According to Brightline’s website, the cheapest single round-trip ticket from the company’s Miami station to its Orlando facility can be found at $158, a seemingly steep price for a three-hour train ride. Given Orlando’s prominence as a tourism hotspot, a family of four from Miami would need to spend more than $400 dollars to be dropped off in the same city as The Magic Kingdom, with one-way fares for adults starting at $79 and $39 for children.

Using the federal government’s fuel cost trip calculator, to drive from Brightline’s Miami station to its Orlando station using a Toyota Corolla — the most popular car in Florida, according to Florida Farm Bureau Insurance — would cost $25.07, meaning the round trip expenditure sits at $50.14, nearly thirty dollars cheaper than a single one-way adult ticket on the service.

Moreover, a significant concern for traveling families is the inability to navigate Miami or Orlando once the Brightline train arrives at the station. With neither city possessing a widespread transit system, riders will be left to use a ride-sharing app or rent a car, further driving up the cost of usage. Using Uber’s fare estimating tool, a ride from the Orlando Brightline station to Disney’s All-Star Sports resort would set visitors back $37.91, with potential fluctuations in price contingent on traffic and the time of the day.

More robust transit infrastructure is unlikely to be considered, either. Last year, Gov. Ron DeSantis rejected the idea of using the state’s infrastructure funding reserves to establish subway systems in its major urban areas during a press conference. The governor expressed doubts about the feasibility and prudence of implementing such systems and using taxpayer funds to sustain them.

“I think putting a subway system in cities in Florida is unlikely to happen. That would not necessarily be a prudent use of tax funds, and I think the feasibility of that would be in question as well,” said DeSantis. “But, on infrastructure, we had the highest amount of money we’ve ever had for the [Florida Department of Transportation] work plan in the history of the state.
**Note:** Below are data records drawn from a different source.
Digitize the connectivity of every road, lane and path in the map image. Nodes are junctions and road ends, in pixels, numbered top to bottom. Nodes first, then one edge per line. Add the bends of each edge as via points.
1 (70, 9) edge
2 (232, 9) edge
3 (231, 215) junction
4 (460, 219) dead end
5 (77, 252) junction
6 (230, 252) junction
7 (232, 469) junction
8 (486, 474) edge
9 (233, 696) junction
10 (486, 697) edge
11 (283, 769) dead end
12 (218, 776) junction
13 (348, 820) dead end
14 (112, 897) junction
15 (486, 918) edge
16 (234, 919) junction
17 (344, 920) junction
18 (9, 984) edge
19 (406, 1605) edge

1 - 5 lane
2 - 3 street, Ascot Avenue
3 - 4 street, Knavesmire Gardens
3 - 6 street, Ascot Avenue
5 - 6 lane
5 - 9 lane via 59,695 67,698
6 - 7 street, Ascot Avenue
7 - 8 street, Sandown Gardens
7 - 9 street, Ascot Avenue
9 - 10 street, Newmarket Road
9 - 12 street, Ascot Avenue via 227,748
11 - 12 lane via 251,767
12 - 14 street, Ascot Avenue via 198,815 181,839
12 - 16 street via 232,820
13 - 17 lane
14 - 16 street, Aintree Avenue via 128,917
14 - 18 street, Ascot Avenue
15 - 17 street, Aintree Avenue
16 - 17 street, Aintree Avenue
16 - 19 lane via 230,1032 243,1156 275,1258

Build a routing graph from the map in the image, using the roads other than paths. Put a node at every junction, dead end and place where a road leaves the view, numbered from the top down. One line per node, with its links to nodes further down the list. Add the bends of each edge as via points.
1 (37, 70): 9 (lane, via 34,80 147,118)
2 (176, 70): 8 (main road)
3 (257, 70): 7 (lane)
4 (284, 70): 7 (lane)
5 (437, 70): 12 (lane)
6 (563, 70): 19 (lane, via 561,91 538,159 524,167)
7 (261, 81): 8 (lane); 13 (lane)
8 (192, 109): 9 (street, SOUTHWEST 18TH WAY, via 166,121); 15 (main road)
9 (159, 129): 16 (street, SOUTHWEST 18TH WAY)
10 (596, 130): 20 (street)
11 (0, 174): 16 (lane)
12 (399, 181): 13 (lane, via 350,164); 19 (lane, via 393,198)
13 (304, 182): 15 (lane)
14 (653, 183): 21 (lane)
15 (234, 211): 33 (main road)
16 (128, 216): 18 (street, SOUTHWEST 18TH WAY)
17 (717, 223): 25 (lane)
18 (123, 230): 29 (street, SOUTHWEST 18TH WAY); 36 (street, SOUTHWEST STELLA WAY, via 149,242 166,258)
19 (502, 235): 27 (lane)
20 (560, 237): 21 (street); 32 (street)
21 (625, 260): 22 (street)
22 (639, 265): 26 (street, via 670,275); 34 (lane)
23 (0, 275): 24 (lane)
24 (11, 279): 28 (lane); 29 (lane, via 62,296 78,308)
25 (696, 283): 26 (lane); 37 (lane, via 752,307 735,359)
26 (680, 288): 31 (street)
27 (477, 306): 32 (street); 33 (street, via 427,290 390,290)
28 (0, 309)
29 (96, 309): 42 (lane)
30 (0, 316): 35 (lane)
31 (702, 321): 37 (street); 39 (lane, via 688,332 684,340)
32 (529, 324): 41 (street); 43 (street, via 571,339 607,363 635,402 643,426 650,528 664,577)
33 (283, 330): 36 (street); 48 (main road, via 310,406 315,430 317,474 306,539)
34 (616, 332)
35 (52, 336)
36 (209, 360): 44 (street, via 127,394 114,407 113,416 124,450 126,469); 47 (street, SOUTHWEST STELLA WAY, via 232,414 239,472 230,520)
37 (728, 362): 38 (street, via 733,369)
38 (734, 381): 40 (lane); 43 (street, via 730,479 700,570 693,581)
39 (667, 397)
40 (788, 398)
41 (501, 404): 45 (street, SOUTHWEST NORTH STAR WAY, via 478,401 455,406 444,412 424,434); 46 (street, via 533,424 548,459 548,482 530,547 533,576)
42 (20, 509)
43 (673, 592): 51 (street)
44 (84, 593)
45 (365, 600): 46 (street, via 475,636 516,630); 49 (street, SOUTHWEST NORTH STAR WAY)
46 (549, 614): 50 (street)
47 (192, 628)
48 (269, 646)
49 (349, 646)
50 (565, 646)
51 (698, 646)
We’ve always funded it and we’ve always done a good job.”

Instead, DeSantis said that he intended to assess the state’s infrastructure needs in order to accommodate a growing number of tourists, but planned to do so using state-funded projects to lessen the burden of vehicle traffic.

“There are some areas where you can get stuck in traffic at any time of the day, so what can we do to alleviate some of the most pressing problems? It’s not a good use of commuter time, but it also does impact the economy … it affects the way to move goods,” the governor said. “I think it’s really, really important, but ultimately those infrastructure projects would be of higher value than trying to create a subway system.”

It has also been called into question whether Brightline is entirely privately funded — one of the main allures of utilizing the company’s service — after lawmakers contended otherwise in 2018.

State Sen. Debbie Mayfield expressed concerns that Brightline could impose costs on Florida taxpayers, emphasizing that increased train traffic would lead to higher maintenance expenses, particularly at rail crossings. The senator stated five years ago that when maintenance is required at public crossings, the Florida East Coast Railway (FEC) passes those costs onto local municipalities, counties, and the state.

Mayfield filed legislation in 2018 that would have allocated responsibility for specific types of maintenance, repair, improvement, and upgrade costs to the railroad companies, but the measure was killed in the legislative process.

While Brightline’s cross-state rail network can ostensibly serve as a blueprint for future, higher-efficiency and cost-effective means of transit, its launch raises questions about its affordability and long-term financial sustainability, potentially serving as a burden on Florida taxpayers.